In the not-so-distant past, designer brands maintained their desirability by snootily protecting their exclusivity – unattainability was the basis of their appeal. Kors, however, has disrupted the old model, democratising fashion by selling what he calls ‘everyday luxury’ – a slice of something decadent for a price within reach of many more than a privileged few. A week on a yacht might not be an option, but a bag by Michael Michael Kors (as his accessories range is known) can be. And as a result they are now top sellers in that middle-class bastion of reliable retail John Lewis – which reported a growth of 70 per cent in sales of the range last year and sells an average of 80 replica bags a day – as well as designer fashion haunts such as Selfridges, which sells around 225 of the brand’s Selma replica bags alone every week, and Harvey Nichols, which has seen a 34 per cent increase in demand for Michael Michael Kors replica bags.
It is one of the first days of spring when I arrive at Kors’s offices in New York. It’s sunny but still brisk, and I’m suddenly concerned about what he’ll think of my 100-denier black opaque tights. This, after all, is the man credited with popularising the bare-legs-even-in-winter look – part of the luxury ‘I don’t take the tube’ lifestyle his brand is infused with. The lobby of his Manhattan HQ is deeply resonant of that ethos too, decked out with caramel leather sofas and black and white shots of his fashion favourites bags: Jackie Onassis, her sister Lee Radziwill, Robert Redford and Goldie Hawn (whose daughter Kate Hudson is one of Kors’s coterie of A-listers, a firm fixture on the front row at his shows). I fear I should have worn something more impractical, in camel or cream.
When Kors himself crosses his sunny office to greet me, he is, I am relieved to see, in camouflage trousers and a black sweatshirt; only his tan and his large Rolex scream ‘jet-set’. And, perhaps, the large portrait of himself in his trademark aviators, taking up a central spot on the wall. How does he explain the unprecedented popularity of his bags? ‘A handbag is one of those things that’s utilitarian – we need to be able to transport our stuff – but at the same time it adds personality and glamour,’ he says.
‘People want luxury and quality but not something so precious that they will only ever use it on special occasions. I wouldn’t want a woman to say, “I can’t go to the supermarket carrying this bag outlet,”’ he asserts. ‘She should be able to take it to the gym, to work, wear it at the weekend and outlet…’
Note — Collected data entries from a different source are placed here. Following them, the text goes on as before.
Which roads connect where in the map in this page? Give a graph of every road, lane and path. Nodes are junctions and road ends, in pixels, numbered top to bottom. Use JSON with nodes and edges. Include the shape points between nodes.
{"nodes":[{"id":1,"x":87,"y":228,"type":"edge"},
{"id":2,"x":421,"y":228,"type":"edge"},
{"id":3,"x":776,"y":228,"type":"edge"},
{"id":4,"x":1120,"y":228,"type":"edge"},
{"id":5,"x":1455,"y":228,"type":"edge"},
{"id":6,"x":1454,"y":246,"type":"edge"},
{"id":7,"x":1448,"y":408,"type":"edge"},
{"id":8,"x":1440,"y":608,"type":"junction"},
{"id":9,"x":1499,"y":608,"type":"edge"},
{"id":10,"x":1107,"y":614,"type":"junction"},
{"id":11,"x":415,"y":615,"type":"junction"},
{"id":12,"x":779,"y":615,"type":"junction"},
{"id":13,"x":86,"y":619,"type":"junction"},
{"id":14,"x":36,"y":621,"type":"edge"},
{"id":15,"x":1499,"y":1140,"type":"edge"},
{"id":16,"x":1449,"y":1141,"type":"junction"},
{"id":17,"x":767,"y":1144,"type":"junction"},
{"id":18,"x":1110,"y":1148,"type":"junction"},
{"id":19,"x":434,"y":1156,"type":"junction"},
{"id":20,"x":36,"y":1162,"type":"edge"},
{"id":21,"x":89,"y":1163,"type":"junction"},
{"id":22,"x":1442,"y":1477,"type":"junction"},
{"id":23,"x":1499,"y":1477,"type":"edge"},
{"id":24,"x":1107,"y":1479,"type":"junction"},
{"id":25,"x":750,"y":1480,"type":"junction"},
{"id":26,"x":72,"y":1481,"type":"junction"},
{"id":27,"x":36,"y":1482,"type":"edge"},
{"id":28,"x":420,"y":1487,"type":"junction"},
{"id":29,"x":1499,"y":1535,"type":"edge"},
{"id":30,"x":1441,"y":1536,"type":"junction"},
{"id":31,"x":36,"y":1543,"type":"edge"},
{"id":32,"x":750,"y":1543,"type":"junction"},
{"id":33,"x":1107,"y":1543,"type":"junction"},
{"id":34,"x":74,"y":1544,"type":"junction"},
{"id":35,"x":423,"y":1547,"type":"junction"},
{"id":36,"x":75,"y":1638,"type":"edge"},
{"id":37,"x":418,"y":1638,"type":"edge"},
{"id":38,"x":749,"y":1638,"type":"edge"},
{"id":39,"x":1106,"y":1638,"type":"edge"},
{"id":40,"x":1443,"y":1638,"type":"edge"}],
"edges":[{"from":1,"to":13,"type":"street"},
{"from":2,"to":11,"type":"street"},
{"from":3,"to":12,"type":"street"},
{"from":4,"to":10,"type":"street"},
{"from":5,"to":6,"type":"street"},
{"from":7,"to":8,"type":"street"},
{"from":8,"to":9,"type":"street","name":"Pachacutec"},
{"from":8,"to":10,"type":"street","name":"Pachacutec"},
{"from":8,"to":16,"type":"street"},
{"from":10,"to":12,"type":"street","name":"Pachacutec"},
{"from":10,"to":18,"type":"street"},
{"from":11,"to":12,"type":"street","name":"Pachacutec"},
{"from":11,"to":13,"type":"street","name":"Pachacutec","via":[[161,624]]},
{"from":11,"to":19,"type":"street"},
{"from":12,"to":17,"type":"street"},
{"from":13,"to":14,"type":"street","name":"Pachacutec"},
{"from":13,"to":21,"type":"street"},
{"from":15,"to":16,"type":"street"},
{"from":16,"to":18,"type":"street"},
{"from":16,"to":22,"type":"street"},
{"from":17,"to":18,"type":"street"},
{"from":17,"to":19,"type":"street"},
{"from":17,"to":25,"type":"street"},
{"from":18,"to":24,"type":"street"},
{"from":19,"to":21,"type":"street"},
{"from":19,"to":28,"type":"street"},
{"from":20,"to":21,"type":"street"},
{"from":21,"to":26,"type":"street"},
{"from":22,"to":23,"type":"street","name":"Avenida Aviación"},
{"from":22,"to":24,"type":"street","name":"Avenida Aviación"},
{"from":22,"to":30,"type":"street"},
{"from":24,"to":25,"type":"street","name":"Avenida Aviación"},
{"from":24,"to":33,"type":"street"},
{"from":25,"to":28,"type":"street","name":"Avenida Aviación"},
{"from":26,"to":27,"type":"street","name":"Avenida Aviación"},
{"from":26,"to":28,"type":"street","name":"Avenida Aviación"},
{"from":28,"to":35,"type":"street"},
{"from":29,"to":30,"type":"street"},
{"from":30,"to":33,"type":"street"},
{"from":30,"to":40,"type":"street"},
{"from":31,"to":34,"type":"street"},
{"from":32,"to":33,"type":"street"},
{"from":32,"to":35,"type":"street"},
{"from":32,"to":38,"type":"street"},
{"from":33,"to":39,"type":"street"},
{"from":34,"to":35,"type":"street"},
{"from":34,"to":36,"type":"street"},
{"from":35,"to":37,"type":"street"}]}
There’s another factor in his formula for success: Kors bags has – albeit by chance, he maintains – capitalised on fashion’s sweet spot. According to recent reports, ￡300 is the magic price point at which aspirational shoppers and coveted designer treats meet – Kors’s biggest sellers, the Sutton and the Selma, are ￡285 and ￡315 respectively, while the Riley costs from ￡260. ‘Three hundred pounds is probably that magic spot,’ he agrees. ‘It’s not inexpensive but it’s not so prohibitive that it becomes your once-in-a-lifetime moment.’
‘She’s a watch collector that way,’ he continues. ‘She’s a shoe collector that way. She’ll buy the same cashmere pullover in six colours, if it’s the right one.’ To feed such apparent avarice, he designs several dozen new bags outlet each season, plus four new collections replica bags a year for his significantly more expensive ready-to-wear line.